☆ 動揺することはない ☆

井出薫

 株価や為替の動きをみていると、いかに人がその場の気分で動くかが良く分かる。金融危機は事実だが大手製造業がばたばた倒産しているわけではない。世界的大凶作に見舞われ食糧が底をついた訳でも、新型インフルエンザで世界の労働力が一挙に半減した訳でもない。金融バブルが弾け一部の金融・証券取引関係企業が破綻しただけで、いつかは元に戻る。落ち着いて成り行きを見守っていればよいのだ。株価の下落に慌てて判断力を失い、賃下げやリストラ、便乗値上げなどを容認しないように注意することこそが大切だ。

 とは言っても、斯く言う筆者も株が下落して気持ちが後ろ向きになっている。50半ばが近くなり将来に不安があることも大きな要因だが、株価が下落した分を少しでも穴埋めしようと、東北旅行は止めて近場の散策で済ますことにしたり、カツ丼セットを親子丼セットにしたりとセコイ対策に走っている。こういう心理が株価の下落に繋がっているのだろう。人のことは言えない。だが、筆者も含めて、不必要に動揺したり、効果の薄い対策をしたりするのではなく、よく状況を見て考えることが必要だ。
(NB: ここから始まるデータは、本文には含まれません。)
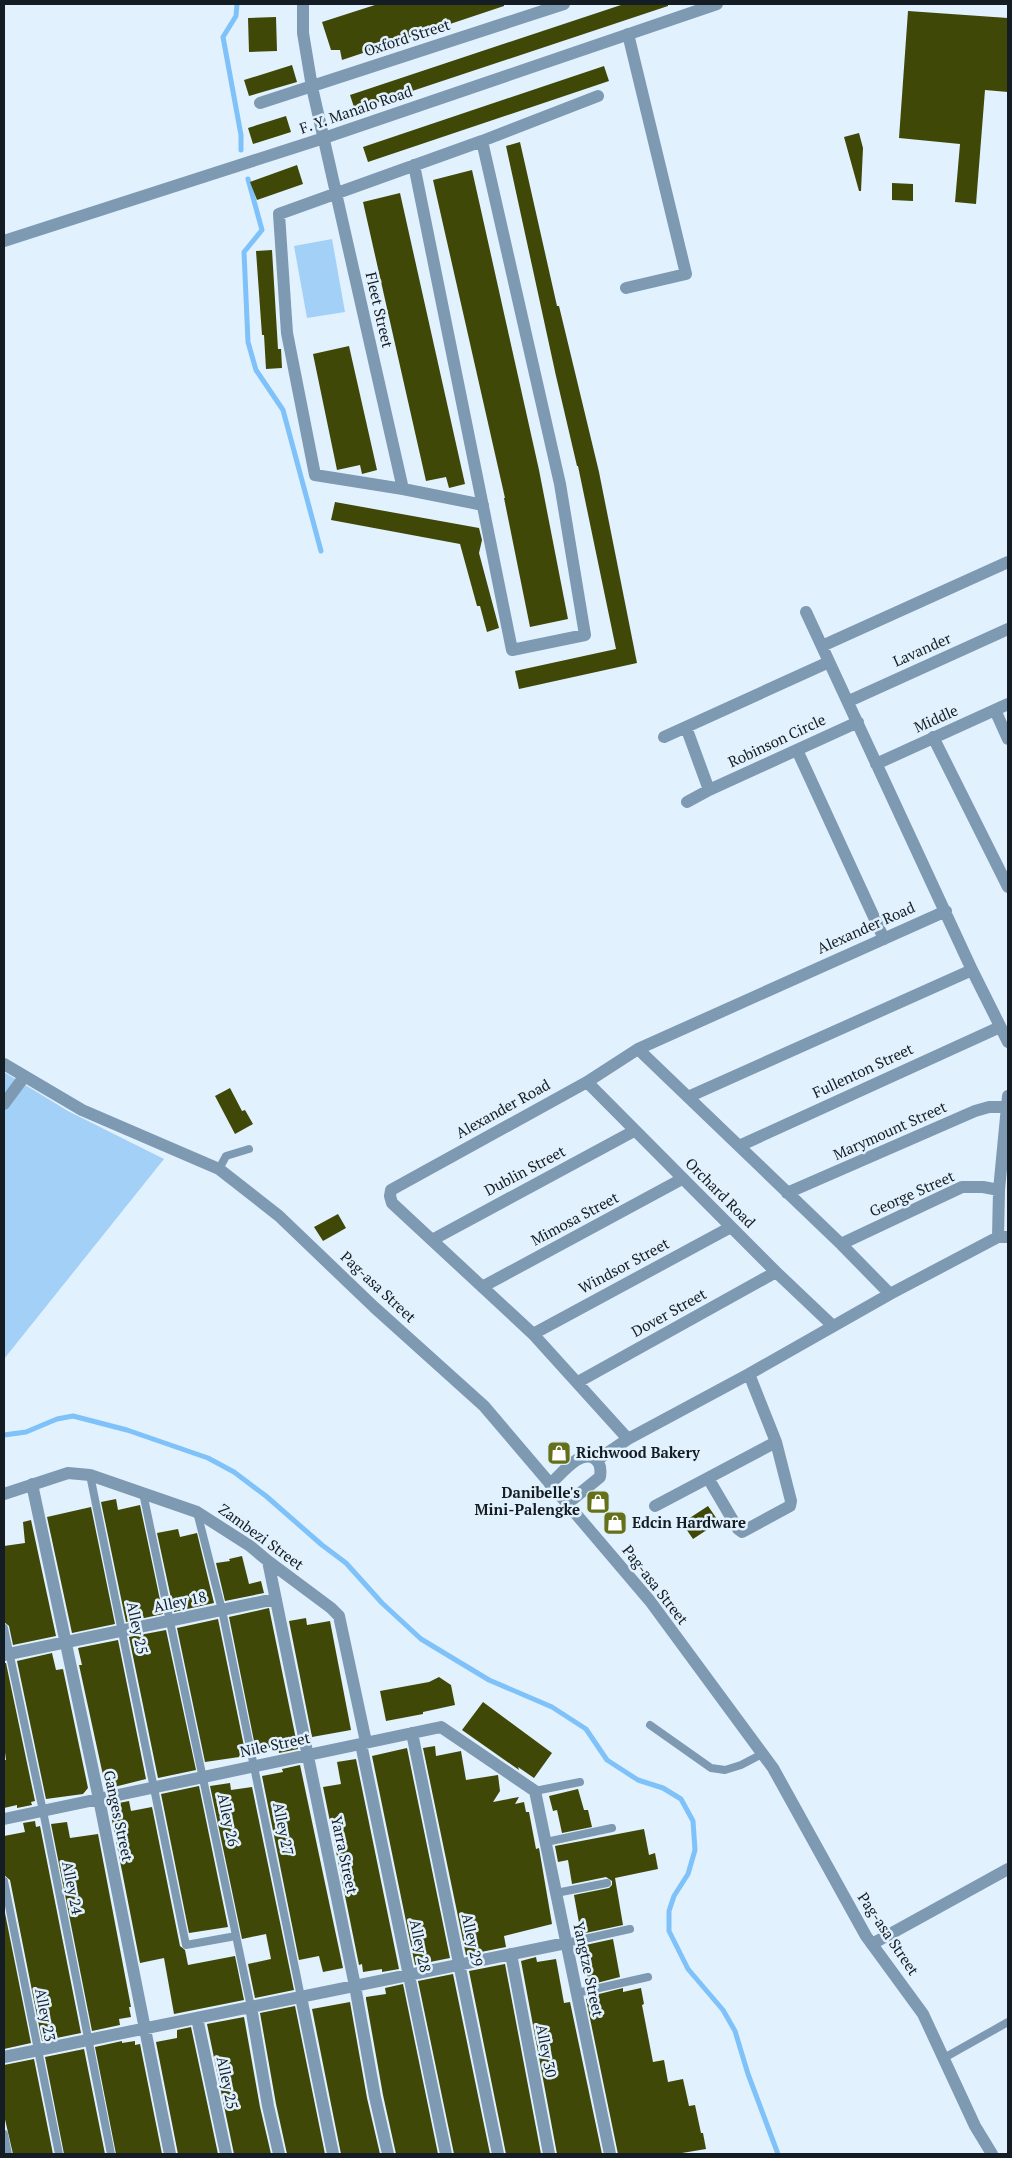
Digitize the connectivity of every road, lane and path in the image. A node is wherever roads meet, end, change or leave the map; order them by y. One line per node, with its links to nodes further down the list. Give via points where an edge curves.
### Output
1 (564, 4): 5 (street, Oxford Street)
2 (717, 4): 4 (street, F. Y. Manalo Road)
3 (306, 5): 5 (street, Fleet Street, via 303,33)
4 (628, 34): 8 (street, F. Y. Manalo Road); 13 (street, via 686,274)
5 (312, 87): 7 (street, Oxford Street); 8 (street, Fleet Street)
6 (598, 96): 9 (street)
7 (260, 103)
8 (324, 138): 11 (street, Fleet Street); 12 (street, F. Y. Manalo Road)
9 (482, 141): 10 (street); 15 (street, via 560,484 584,635 512,650)
10 (414, 165): 11 (street); 15 (street)
11 (336, 193): 14 (street, Fleet Street); 14 (street, via 279,214 286,333 315,475)
12 (4, 240)
13 (626, 288)
14 (403, 489): 15 (street)
15 (483, 506)
16 (1008, 562): 19 (street)
17 (806, 612): 19 (street)
18 (1008, 630): 21 (street, Lavander)
19 (822, 646): 20 (street)
20 (830, 662): 21 (street); 25 (street)
21 (849, 701): 24 (street)
22 (1008, 704): 23 (street, Middle)
23 (995, 710): 27 (street, Middle); 28 (street)
24 (858, 722): 29 (street, Robinson Circle); 30 (street)
25 (686, 727): 26 (street); 31 (street)
26 (664, 737)
27 (933, 737): 30 (street, Middle); 33 (street)
28 (1008, 738)
29 (797, 750): 31 (street, Robinson Circle); 35 (street)
30 (876, 764): 34 (street)
31 (709, 790): 32 (street, Robinson Circle)
32 (687, 802)
33 (1008, 888)
34 (946, 911): 35 (street, Alexander Road); 36 (street)
35 (884, 938): 39 (street, Alexander Road)
36 (972, 970): 37 (street); 43 (street)
37 (1000, 1027): 38 (street); 47 (street, Fullenton Street)
38 (1008, 1042)
39 (638, 1049): 42 (street, Alexander Road); 43 (street)
40 (4, 1064): 41 (street, Pag-asa Street)
41 (24, 1077): 45 (street); 49 (street, Pag-asa Street, via 82,1110)
42 (587, 1082): 46 (street, Orchard Road); 55 (street, Alexander Road, via 393,1188 390,1193 392,1203)
43 (688, 1097): 47 (street)
44 (1008, 1101): 51 (street); 52 (street, Marymount Street, via 975,1112)
45 (4, 1104)
46 (634, 1131): 50 (street, Orchard Road); 55 (street, Dublin Street)
47 (739, 1146): 52 (street)
48 (249, 1149): 49 (lane, via 226,1156)
49 (219, 1169): 70 (street, Pag-asa Street, via 279,1216 484,1406)
50 (682, 1179): 53 (street, Orchard Road); 58 (street, Mimosa Street)
51 (999, 1190): 54 (street); 56 (street, George Street, via 962,1187)
52 (788, 1193): 56 (street)
53 (731, 1227): 57 (street, Orchard Road); 61 (street, Windsor Street)
54 (1003, 1237): 59 (street)
55 (432, 1240): 58 (street, Alexander Road)
56 (841, 1244): 59 (street)
57 (776, 1272): 60 (street, Orchard Road); 63 (street, Dover Street)
58 (482, 1287): 61 (street, Alexander Road)
59 (890, 1294): 60 (street)
60 (833, 1326): 62 (street)
61 (532, 1334): 63 (street, Alexander Road)
62 (749, 1374): 64 (street); 65 (street)
63 (578, 1382): 64 (street, Alexander Road)
64 (628, 1439): 66 (street)
65 (776, 1442): 68 (street); 68 (street, via 790,1506 755,1526 742,1532 738,1529)
66 (597, 1460): 70 (street, via 581,1456); 73 (street, via 600,1477)
67 (90, 1475): 69 (street, Zambezi Street, via 68,1473); 71 (street, Zambezi Street); 81 (lane, Alley 25)
68 (708, 1478): 74 (street)
69 (32, 1484): 72 (street, Zambezi Street); 82 (street, Ganges Street)
70 (550, 1484): 73 (street, Pag-asa Street)
71 (143, 1493): 75 (street, Zambezi Street); 79 (lane, Alley 26)
72 (4, 1494)
73 (568, 1503): 87 (street, Pag-asa Street, via 650,1600)
74 (655, 1506)
75 (197, 1512): 76 (street, Zambezi Street, via 250,1546); 78 (lane, Alley 27)
76 (268, 1562): 77 (street, Yarra Street); 86 (street, Zambezi Street, via 332,1608 338,1616)
77 (275, 1599): 78 (street, Alley 18); 88 (street, Yarra Street)
78 (222, 1610): 79 (street, Alley 18); 89 (lane, Alley 27)
79 (170, 1620): 81 (street, Alley 18); 90 (lane, Alley 26)
80 (4, 1628): 83 (lane, Alley 24)
81 (121, 1630): 82 (street, Alley 18); 92 (lane, Alley 25)
82 (65, 1642): 83 (street, Alley 18); 94 (street, Ganges Street)
83 (6, 1654): 95 (lane, Alley 24)
84 (650, 1726): 87 (lane, via 710,1768 725,1770)
85 (412, 1733): 86 (street, Nile Street); 93 (street, Nile Street, via 442,1727); 108 (street, Alley 29)
86 (364, 1743): 88 (street, Nile Street); 109 (street, Alley 28)
87 (762, 1754): 106 (street, Pag-asa Street, via 773,1768)
88 (307, 1755): 89 (street, Nile Street); 111 (street, Yarra Street)
89 (254, 1766): 90 (street, Nile Street); 113 (lane, Alley 27)
90 (202, 1777): 92 (street, Nile Street); 104 (lane, Alley 26)
91 (580, 1782): 93 (lane)
92 (154, 1787): 94 (street, Nile Street); 104 (lane, Alley 25, via 186,1945)
93 (535, 1791): 98 (street, Yangtze Street)
94 (99, 1799): 95 (street, Nile Street); 117 (street, Ganges Street)
95 (43, 1811): 96 (street, Nile Street); 118 (lane, Alley 24)
96 (4, 1819)
97 (612, 1828): 98 (lane)
98 (546, 1842): 102 (street, Yangtze Street)
99 (1008, 1869): 106 (street)
100 (4, 1881): 119 (lane, Alley 23)
101 (607, 1883): 102 (lane)
102 (556, 1893): 105 (street, Yangtze Street)
103 (630, 1929): 105 (lane)
104 (236, 1936): 114 (lane, Alley 26)
105 (566, 1942): 107 (street); 112 (street, Yangtze Street)
106 (872, 1944): 121 (street, Pag-asa Street, via 924,2014)
107 (511, 1954): 108 (street); 133 (street, Alley 30)
108 (460, 1964): 109 (street); 132 (street, Alley 29)
109 (409, 1975): 111 (street); 131 (street, Alley 28)
110 (648, 1977): 112 (lane)
111 (354, 1986): 113 (street); 130 (street, Yarra Street)
112 (577, 1993): 134 (street, Yangtze Street)
113 (301, 1997): 114 (street); 129 (street, Alley 27)
114 (251, 2007): 115 (street); 128 (street, Alley 26)
115 (197, 2018): 117 (street); 127 (street, Alley 25)
116 (1008, 2022): 121 (lane)
117 (145, 2029): 118 (street); 126 (street, Ganges Street)
118 (88, 2040): 119 (street); 125 (lane, Alley 24)
119 (38, 2050): 120 (street); 124 (lane, Alley 23)
120 (4, 2057)
121 (944, 2058): 135 (street, Pag-asa Street, via 975,2126)
122 (4, 2134): 123 (lane)
123 (8, 2154)
124 (59, 2154)
125 (111, 2154)
126 (170, 2154)
127 (226, 2154)
128 (279, 2154)
129 (333, 2154)
130 (388, 2154)
131 (446, 2154)
132 (498, 2154)
133 (549, 2154)
134 (610, 2154)
135 (992, 2154)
 各国政府が毅然たる態度で信用不安の解消に乗り出すことを宣言して実行に移せば問題は解決する。傷ついたシステムは容易には完全修復しないだろうが、(良し悪しは別として)いずれ時が解決する。それにしても、この危機に乗じて空売りや底に入った株を大量に仕入れて利益を得る者が少なからずいる。大手金融機関はいざとなれば政府が資金を投入して救済すると高を括っていられることも明らかになった。破綻すれば経営者は責任を問われるが、その前に何十億、いや何百億という資産を手にしている。その一方で、中小企業や派遣社員などはバブル崩壊のとばっちりをもろに受ける。前にも述べたとおり、ここにこそ資本主義の根本的な欠陥がある。私たちはもっと賢くならないといけない。今こそ火事場泥棒的な輩から社会的富を真面目に働く世界の勤労者の手に取り戻すときなのだ。